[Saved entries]
==*==
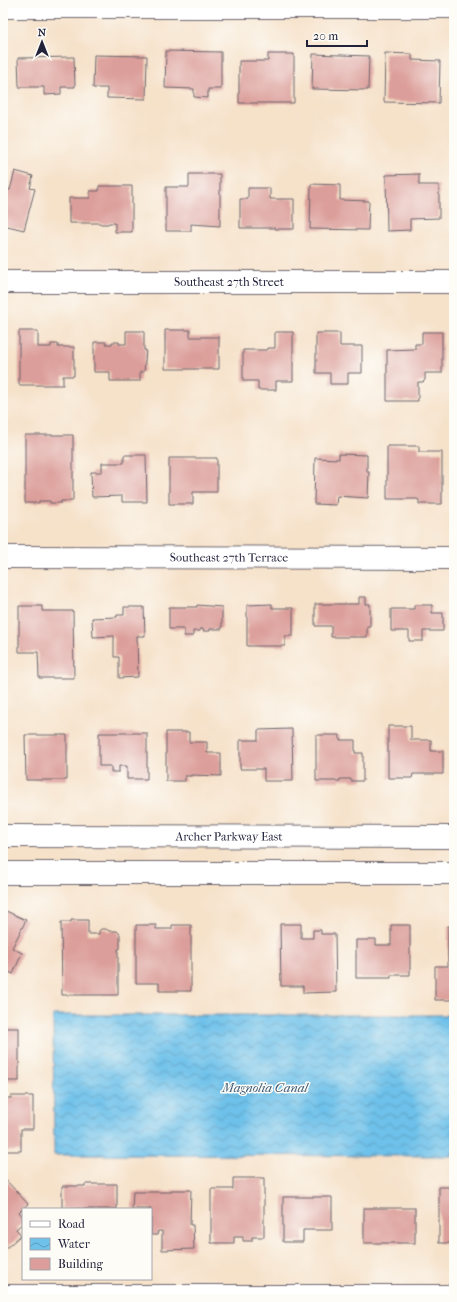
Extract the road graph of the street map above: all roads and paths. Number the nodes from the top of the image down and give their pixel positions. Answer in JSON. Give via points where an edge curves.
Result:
{"nodes":[{"id":1,"x":3,"y":7,"type":"edge"},
{"id":2,"x":454,"y":7,"type":"edge"},
{"id":3,"x":3,"y":282,"type":"edge"},
{"id":4,"x":454,"y":282,"type":"edge"},
{"id":5,"x":3,"y":557,"type":"edge"},
{"id":6,"x":454,"y":558,"type":"edge"},
{"id":7,"x":3,"y":836,"type":"edge"},
{"id":8,"x":454,"y":837,"type":"edge"},
{"id":9,"x":3,"y":873,"type":"edge"},
{"id":10,"x":454,"y":873,"type":"edge"},
{"id":11,"x":3,"y":1296,"type":"edge"},
{"id":12,"x":454,"y":1296,"type":"edge"}],
"edges":[{"from":1,"to":2,"type":"street"},
{"from":3,"to":4,"type":"street","name":"Southeast 27th Street"},
{"from":5,"to":6,"type":"street","name":"Southeast 27th Terrace"},
{"from":7,"to":8,"type":"street","name":"Archer Parkway East"},
{"from":9,"to":10,"type":"street"},
{"from":11,"to":12,"type":"street"}]}
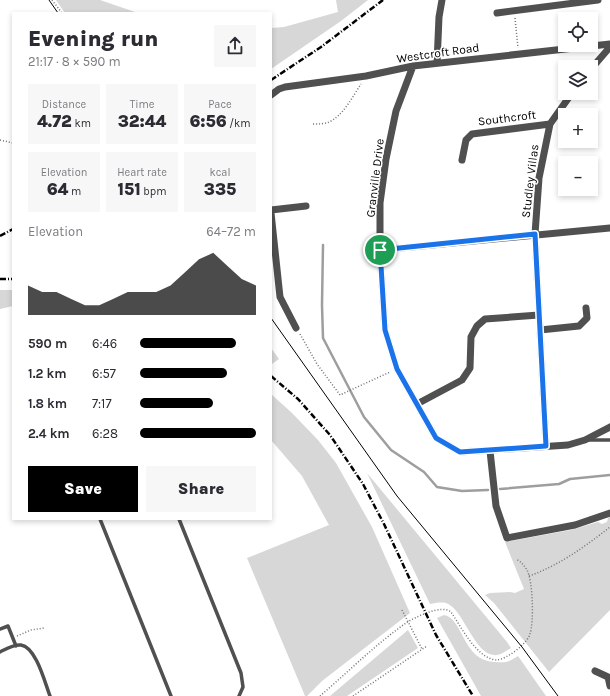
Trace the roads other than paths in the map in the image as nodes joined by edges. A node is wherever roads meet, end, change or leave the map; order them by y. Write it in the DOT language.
graph roads {
  1 [pos="442,0"];
  2 [pos="598,0"];
  3 [pos="497,13"];
  4 [pos="610,44"];
  5 [pos="610,47"];
  6 [pos="598,60"];
  7 [pos="437,63"];
  8 [pos="413,66"];
  9 [pos="272,93"];
  10 [pos="567,100"];
  11 [pos="550,124"];
  12 [pos="462,160"];
  13 [pos="306,206"];
  14 [pos="272,212"];
  15 [pos="272,221"];
  16 [pos="610,228"];
  17 [pos="535,234"];
  18 [pos="380,250"];
  19 [pos="586,308"];
  20 [pos="539,315"];
  21 [pos="296,328"];
  22 [pos="540,330"];
  23 [pos="417,404"];
  24 [pos="610,427"];
  25 [pos="585,440"];
  26 [pos="610,440"];
  27 [pos="546,446"];
  28 [pos="490,451"];
  29 [pos="610,513"];
  30 [pos="100,520"];
  31 [pos="179,520"];
  32 [pos="0,629"];
  33 [pos="16,646"];
  34 [pos="0,652"];
  35 [pos="595,672"];
  36 [pos="609,676"];
  37 [pos="610,686"];
  38 [pos="50,696"];
  39 [pos="171,696"];
  40 [pos="239,696"];
  1 -- 7 [label="street"];
  2 -- 3 [label="street"];
  4 -- 7 [label="street, Westcroft Road"];
  5 -- 6 [label="street"];
  7 -- 8 [label="street, Westcroft Road"];
  8 -- 9 [label="street, Westcroft Road"];
  8 -- 18 [label="street, Granville Drive"];
  10 -- 11 [label="street, Studley Villas"];
  11 -- 12 [label="street, Southcroft"];
  11 -- 17 [label="street, Studley Villas"];
  13 -- 14 [label="street"];
  15 -- 21 [label="street"];
  16 -- 17 [label="street"];
  17 -- 18 [label="street"];
  17 -- 20 [label="street, Studley Villas"];
  18 -- 23 [label="street, Granville Drive"];
  19 -- 22 [label="street"];
  20 -- 22 [label="street, Studley Villas"];
  20 -- 23 [label="street"];
  22 -- 27 [label="street, Studley Villas"];
  23 -- 28 [label="street, Granville Drive"];
  24 -- 25 [label="street, Granville Drive"];
  25 -- 26 [label="lane"];
  25 -- 27 [label="street, Granville Drive"];
  27 -- 28 [label="street, Granville Drive"];
  28 -- 29 [label="street"];
  30 -- 39 [label="lane"];
  31 -- 40 [label="lane"];
  32 -- 33 [label="lane"];
  33 -- 34 [label="lane"];
  33 -- 38 [label="lane"];
  35 -- 36 [label="street"];
  36 -- 37 [label="street"];
}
==*==
HOW TO COMPLETE THIS TASK
Lines with "lane": return each one from the data above.

REPLY TO THE TASK
  25 -- 26 [label="lane"];
  30 -- 39 [label="lane"];
  31 -- 40 [label="lane"];
  32 -- 33 [label="lane"];
  33 -- 34 [label="lane"];
  33 -- 38 [label="lane"];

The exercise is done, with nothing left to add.